**PROBLEM DETAILS:** Check each line of the listing below for the string "points", and copy the ones that have it.

**AVAILABLE DATA:**
----

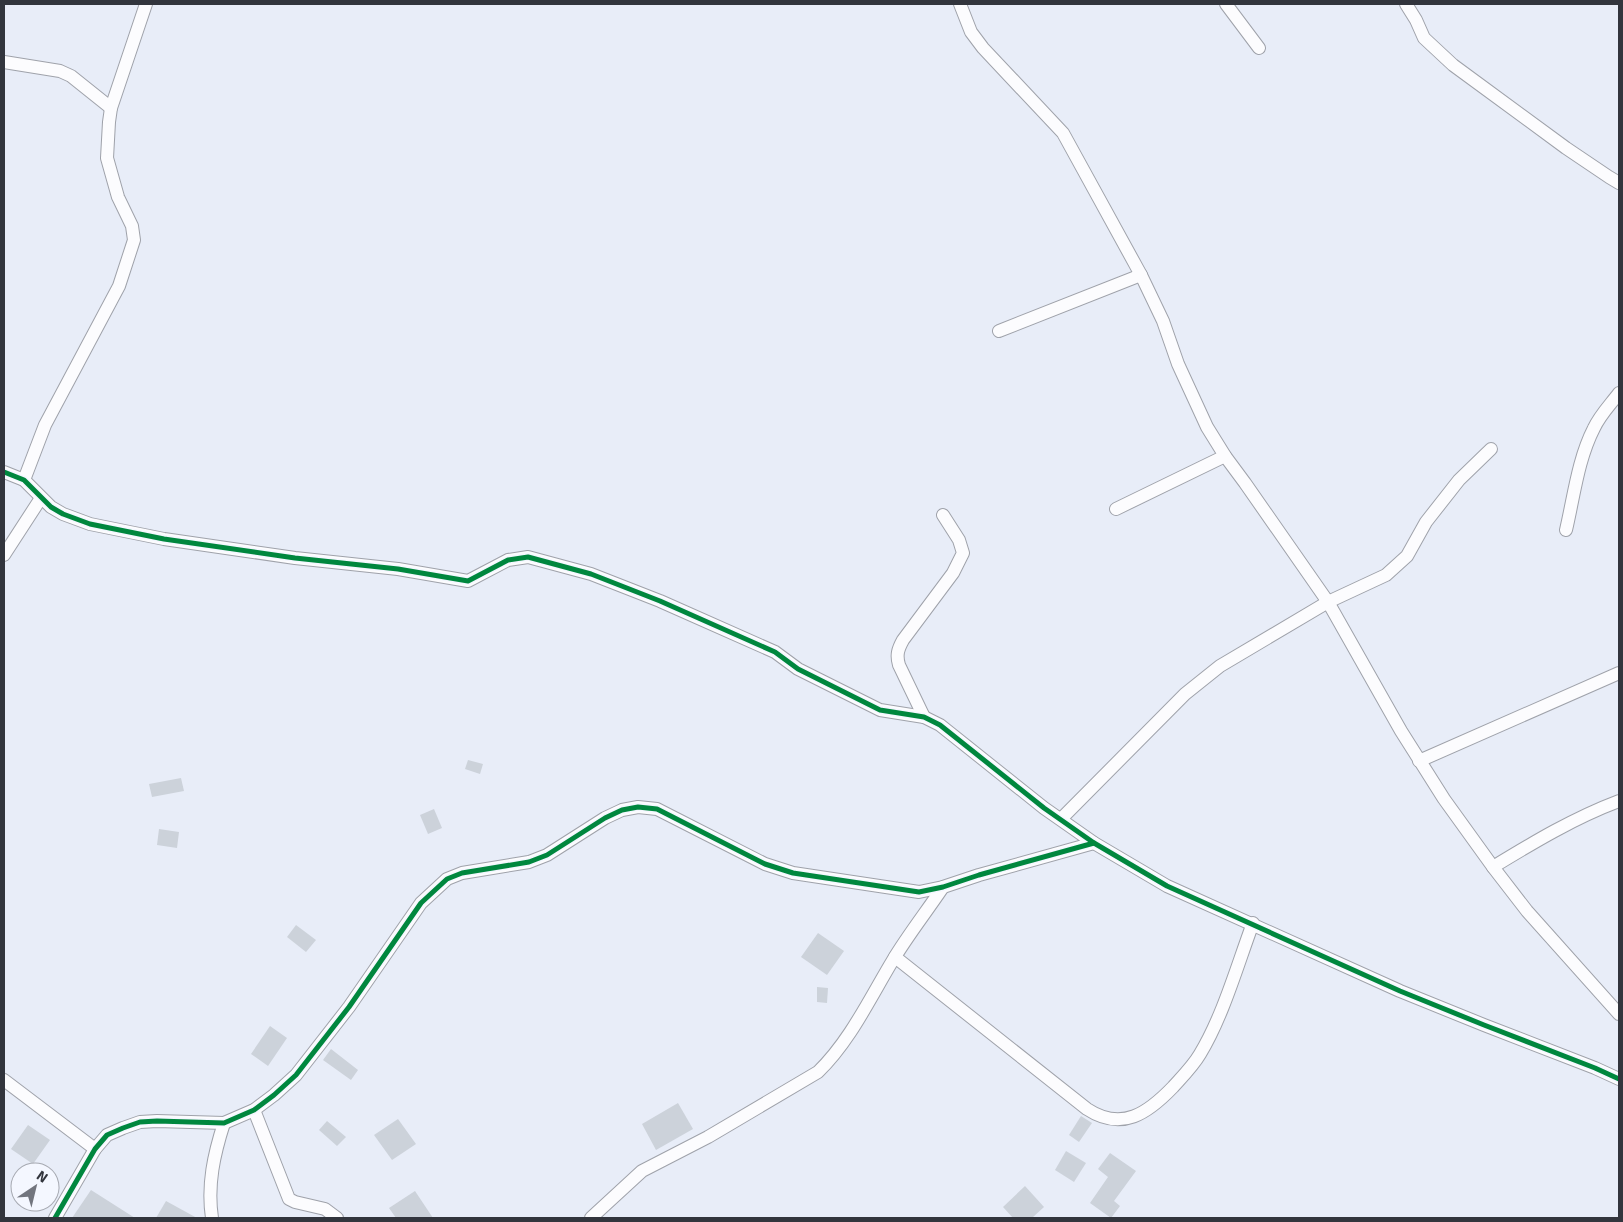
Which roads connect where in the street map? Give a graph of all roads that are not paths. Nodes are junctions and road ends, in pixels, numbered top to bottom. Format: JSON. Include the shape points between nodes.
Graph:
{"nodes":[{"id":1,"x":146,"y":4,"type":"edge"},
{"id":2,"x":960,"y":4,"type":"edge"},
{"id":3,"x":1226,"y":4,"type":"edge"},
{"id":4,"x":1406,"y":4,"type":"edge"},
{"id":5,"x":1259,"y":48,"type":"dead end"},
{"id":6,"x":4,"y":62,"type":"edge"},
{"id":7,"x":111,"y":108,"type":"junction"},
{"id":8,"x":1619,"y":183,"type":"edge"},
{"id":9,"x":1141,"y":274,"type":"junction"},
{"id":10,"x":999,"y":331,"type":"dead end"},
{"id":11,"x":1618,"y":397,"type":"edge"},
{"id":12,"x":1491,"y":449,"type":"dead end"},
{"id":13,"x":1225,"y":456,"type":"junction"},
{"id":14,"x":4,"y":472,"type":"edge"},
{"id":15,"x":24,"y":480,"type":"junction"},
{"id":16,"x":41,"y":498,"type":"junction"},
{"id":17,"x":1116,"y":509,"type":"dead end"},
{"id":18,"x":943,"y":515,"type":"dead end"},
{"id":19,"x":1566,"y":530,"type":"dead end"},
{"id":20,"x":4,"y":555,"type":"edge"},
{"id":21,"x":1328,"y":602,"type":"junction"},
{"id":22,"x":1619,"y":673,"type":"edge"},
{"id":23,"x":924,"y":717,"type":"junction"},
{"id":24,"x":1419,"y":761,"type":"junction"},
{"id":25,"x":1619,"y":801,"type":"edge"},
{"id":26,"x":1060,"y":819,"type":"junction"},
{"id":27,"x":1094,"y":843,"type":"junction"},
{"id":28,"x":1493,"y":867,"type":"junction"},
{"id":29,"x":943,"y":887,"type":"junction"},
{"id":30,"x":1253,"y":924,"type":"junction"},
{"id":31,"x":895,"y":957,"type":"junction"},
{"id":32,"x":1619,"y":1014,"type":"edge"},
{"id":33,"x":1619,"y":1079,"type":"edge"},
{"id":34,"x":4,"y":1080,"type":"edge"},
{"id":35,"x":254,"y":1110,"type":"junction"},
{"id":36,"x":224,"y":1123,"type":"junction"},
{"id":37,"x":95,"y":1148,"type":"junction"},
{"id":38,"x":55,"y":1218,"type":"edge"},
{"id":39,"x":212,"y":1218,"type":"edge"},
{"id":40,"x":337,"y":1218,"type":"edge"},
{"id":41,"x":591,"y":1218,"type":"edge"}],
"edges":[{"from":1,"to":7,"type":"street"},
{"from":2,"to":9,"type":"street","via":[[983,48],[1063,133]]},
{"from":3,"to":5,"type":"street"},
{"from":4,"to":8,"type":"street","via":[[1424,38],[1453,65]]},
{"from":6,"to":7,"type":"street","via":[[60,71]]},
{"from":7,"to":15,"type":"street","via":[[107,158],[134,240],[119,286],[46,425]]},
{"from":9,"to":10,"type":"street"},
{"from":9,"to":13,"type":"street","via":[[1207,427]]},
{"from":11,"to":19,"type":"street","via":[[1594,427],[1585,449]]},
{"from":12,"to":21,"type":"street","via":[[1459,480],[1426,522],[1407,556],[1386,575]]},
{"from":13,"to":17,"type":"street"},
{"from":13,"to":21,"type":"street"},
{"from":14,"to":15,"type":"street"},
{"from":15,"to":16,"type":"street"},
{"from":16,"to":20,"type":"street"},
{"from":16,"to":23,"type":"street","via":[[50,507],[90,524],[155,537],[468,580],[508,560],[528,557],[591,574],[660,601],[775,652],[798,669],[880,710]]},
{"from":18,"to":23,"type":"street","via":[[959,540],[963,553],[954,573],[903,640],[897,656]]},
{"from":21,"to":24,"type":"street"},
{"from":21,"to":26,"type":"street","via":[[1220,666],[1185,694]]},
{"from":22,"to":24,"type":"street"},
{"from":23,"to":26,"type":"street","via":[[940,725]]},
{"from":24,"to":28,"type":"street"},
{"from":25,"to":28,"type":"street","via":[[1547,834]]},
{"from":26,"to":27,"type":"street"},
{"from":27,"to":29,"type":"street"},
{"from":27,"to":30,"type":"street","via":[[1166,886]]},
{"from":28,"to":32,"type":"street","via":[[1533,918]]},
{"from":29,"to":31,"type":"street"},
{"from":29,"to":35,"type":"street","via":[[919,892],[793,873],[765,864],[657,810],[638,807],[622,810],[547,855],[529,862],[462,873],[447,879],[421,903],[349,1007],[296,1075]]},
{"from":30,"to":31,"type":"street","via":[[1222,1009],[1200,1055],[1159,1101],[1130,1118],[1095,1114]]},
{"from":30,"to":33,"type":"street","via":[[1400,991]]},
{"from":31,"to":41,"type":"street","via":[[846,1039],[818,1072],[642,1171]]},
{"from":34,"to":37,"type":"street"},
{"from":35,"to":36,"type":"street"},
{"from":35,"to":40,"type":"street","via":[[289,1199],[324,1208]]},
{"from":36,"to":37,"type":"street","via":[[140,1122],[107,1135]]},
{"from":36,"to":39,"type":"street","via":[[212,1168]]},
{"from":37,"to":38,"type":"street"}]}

----

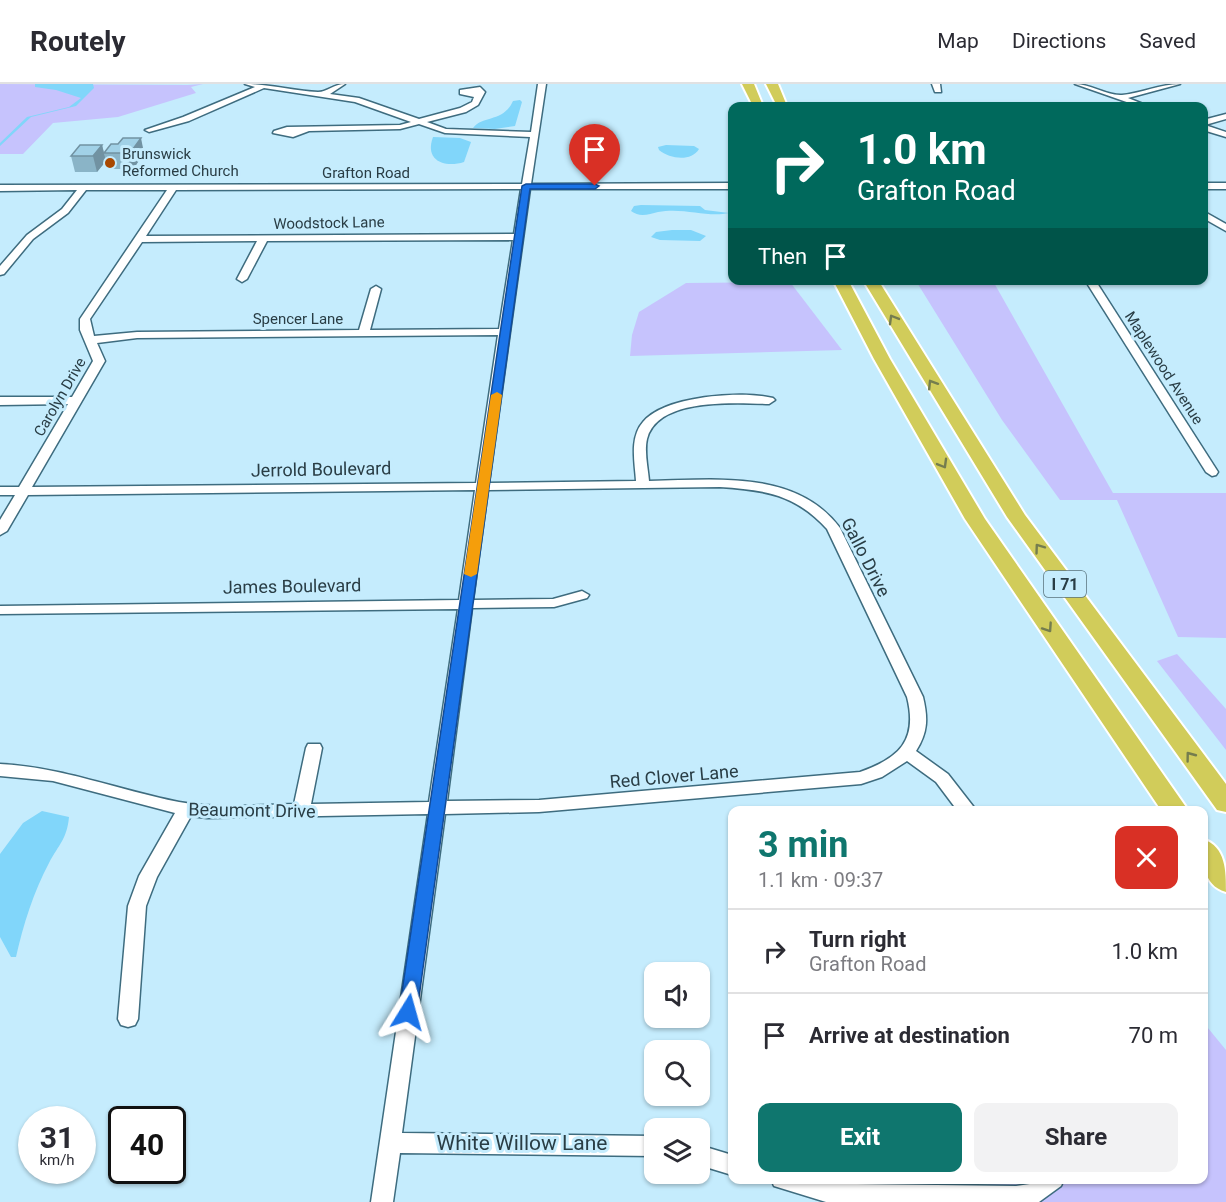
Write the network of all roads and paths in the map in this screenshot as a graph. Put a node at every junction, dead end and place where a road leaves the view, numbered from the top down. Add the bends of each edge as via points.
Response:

----

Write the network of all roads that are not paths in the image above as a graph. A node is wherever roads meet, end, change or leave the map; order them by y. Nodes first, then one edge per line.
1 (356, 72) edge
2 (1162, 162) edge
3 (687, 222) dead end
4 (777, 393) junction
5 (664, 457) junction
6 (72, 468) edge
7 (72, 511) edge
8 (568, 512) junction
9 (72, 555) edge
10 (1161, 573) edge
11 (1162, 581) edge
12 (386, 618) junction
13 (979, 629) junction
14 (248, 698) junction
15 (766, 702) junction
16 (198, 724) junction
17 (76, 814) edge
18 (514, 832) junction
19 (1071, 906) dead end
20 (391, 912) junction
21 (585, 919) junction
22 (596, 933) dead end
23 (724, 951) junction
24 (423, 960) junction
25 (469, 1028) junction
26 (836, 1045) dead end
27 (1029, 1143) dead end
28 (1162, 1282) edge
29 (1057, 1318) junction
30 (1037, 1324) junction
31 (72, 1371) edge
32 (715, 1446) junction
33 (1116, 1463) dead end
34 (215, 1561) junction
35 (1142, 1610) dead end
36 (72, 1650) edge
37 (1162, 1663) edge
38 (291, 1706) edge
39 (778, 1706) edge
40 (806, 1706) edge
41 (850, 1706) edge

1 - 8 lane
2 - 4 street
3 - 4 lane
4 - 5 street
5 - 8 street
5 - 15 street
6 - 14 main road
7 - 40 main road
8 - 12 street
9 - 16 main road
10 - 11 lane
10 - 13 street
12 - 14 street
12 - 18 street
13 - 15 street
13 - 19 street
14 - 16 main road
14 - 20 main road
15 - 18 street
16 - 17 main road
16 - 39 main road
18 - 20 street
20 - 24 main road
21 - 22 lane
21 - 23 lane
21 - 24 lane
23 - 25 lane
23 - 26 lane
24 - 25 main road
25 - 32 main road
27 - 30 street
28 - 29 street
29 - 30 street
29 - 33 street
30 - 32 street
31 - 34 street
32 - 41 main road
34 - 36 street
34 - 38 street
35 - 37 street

----

**ANSWER AREA:**
Which roads connect where in the street map? Give a graph of all roads that are not paths. Nodes are junctions and road ends, in pixels, numbered top to bottom. Format: JSON. Include the shape points between nodes.
Write the network of all roads and paths in the map in this screenshot as a graph. Put a node at every junction, dead end and place where a road leaves the view, numbered from the top down. Add the bends of each edge as via points.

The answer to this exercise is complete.